However, let's take a closer look at each one of its components and assemble it ourselves instead.

### 11.3.2 Model File

We need to:
- define our own class
- create an instance of an untrained ResNet18 model
- replace its head (`fc` layer) with our own
- update our own class internal dictionary with the entries from ResNet's dictionary
- set ResNet's forward pass to our own class using `setattr`

It looks like this:

In [8]:
# Creates a wrapper of FOMONet ( resnet dictionary )

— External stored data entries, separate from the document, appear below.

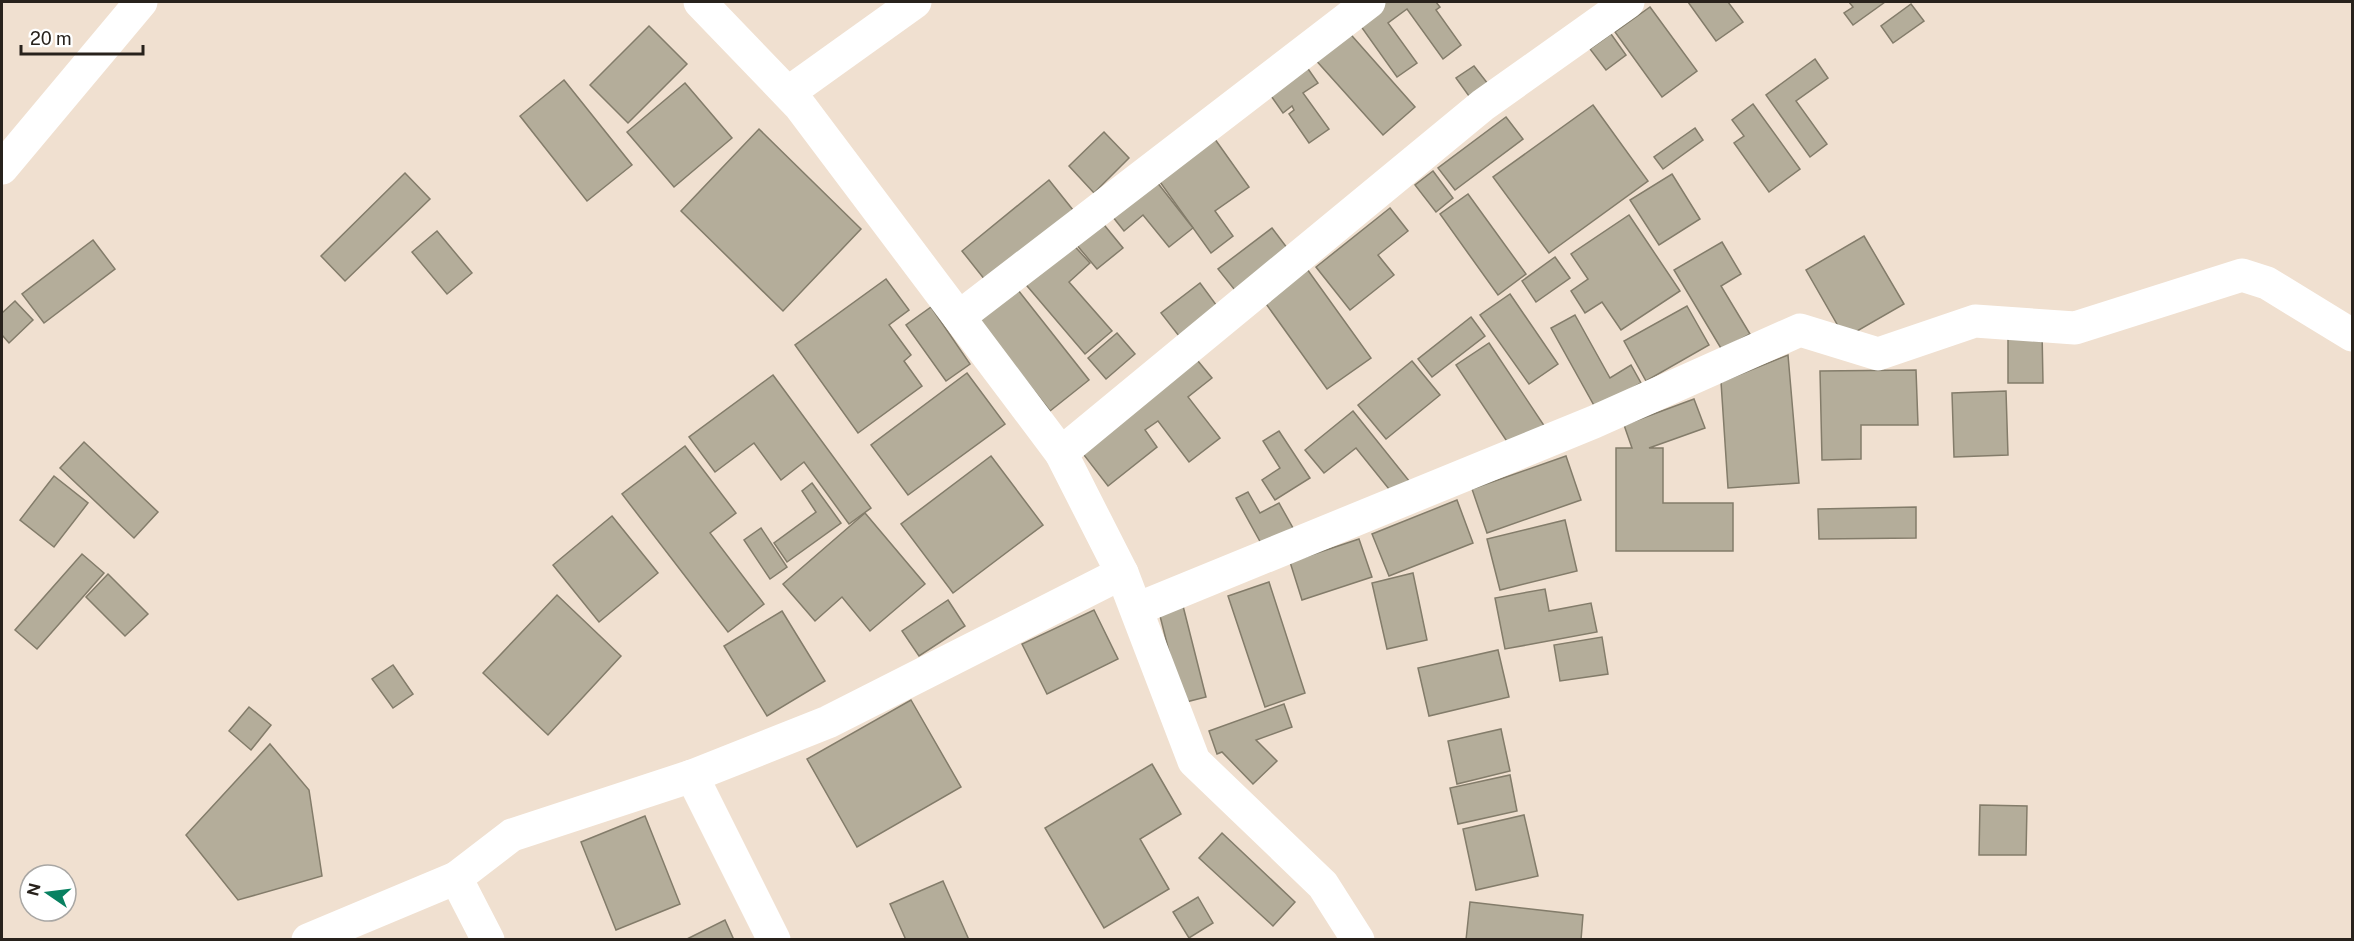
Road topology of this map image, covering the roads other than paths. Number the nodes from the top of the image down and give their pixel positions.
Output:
1 (141, 2) edge
2 (700, 2) edge
3 (915, 2) edge
4 (1369, 2) edge
5 (1628, 2) edge
6 (788, 93) junction
7 (2, 168) edge
8 (959, 317) junction
9 (2352, 335) edge
10 (1060, 453) junction
11 (1122, 573) junction
12 (1137, 609) junction
13 (692, 776) junction
14 (456, 878) junction
15 (308, 939) edge
16 (488, 939) edge
17 (774, 939) edge
18 (1358, 939) edge

1 - 7 street
2 - 6 street
3 - 6 street
4 - 8 street
5 - 10 street
6 - 8 street
8 - 10 street
9 - 12 street
10 - 11 street
11 - 12 street
11 - 13 street
12 - 18 street
13 - 14 street
13 - 17 street
14 - 15 street
14 - 16 street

from torchvision.models import resnet18

class FOMONet(nn.Module):
    def __init__(self):
        super().__init__()

        # Create an instance of an untrained ResNet18
        resnet = resnet18(weights=None)
        # Modifies the architecture to our task
        resnet.fc = nn.Linear(512, 4)

        # Replicate ResNet's modified architecture to FOMONet
        self.__dict__.update(resnet.__dict__)
        # Replicate Resnet's forward method to FOMONet
        setattr(self, 'forward', resnet.forward)

In [9]:
fomo = FOMONet()
fomo.load_state_dict(model.state_dict())

<All keys matched successfully>

In [10]:
fomo.eval()
model.eval()

torch.manual_seed(32)
x = torch.randn(1, 3, 224, 224)

fomo(x), model.cpu()(x)

(tensor([[ 0.2412, -2.8556, -1.1869,  0.8597]], grad_fn=<AddmmBackward0>),
 tensor([[ 0.2412, -2.8556, -1.1869,  0.8597]], grad_fn=<AddmmBackward0>))

In [12]:
model_file_script = """
import torch.nn as nn
from torchvision.models import resnet18

class FOMONet(nn.Module):
    def __init__(self):
        super().__init__()

        # Create an instance of an untrained ResNet18
        resnet = resnet18(weights=None)
        # Modifies the architecture to our task
        resnet.fc = nn.Linear(512, 4)

        # Replicate ResNet's modified architecture to FOMONet
        self.__dict__.update(resnet.__dict__)
        # Replicate Resnet's forward method to FOMONet
        setattr(self, 'forward', resnet.forward)
"""

with open('model_file.py', 'w') as fp:
    fp.write(model_file_script)

### 11.3.3 Scripted Models

"*TorchScript is a way to create serializable and optimizable models from PyTorch code. Any TorchScript program can be saved from a Python process and loaded in a process where there is no Python dependency.*"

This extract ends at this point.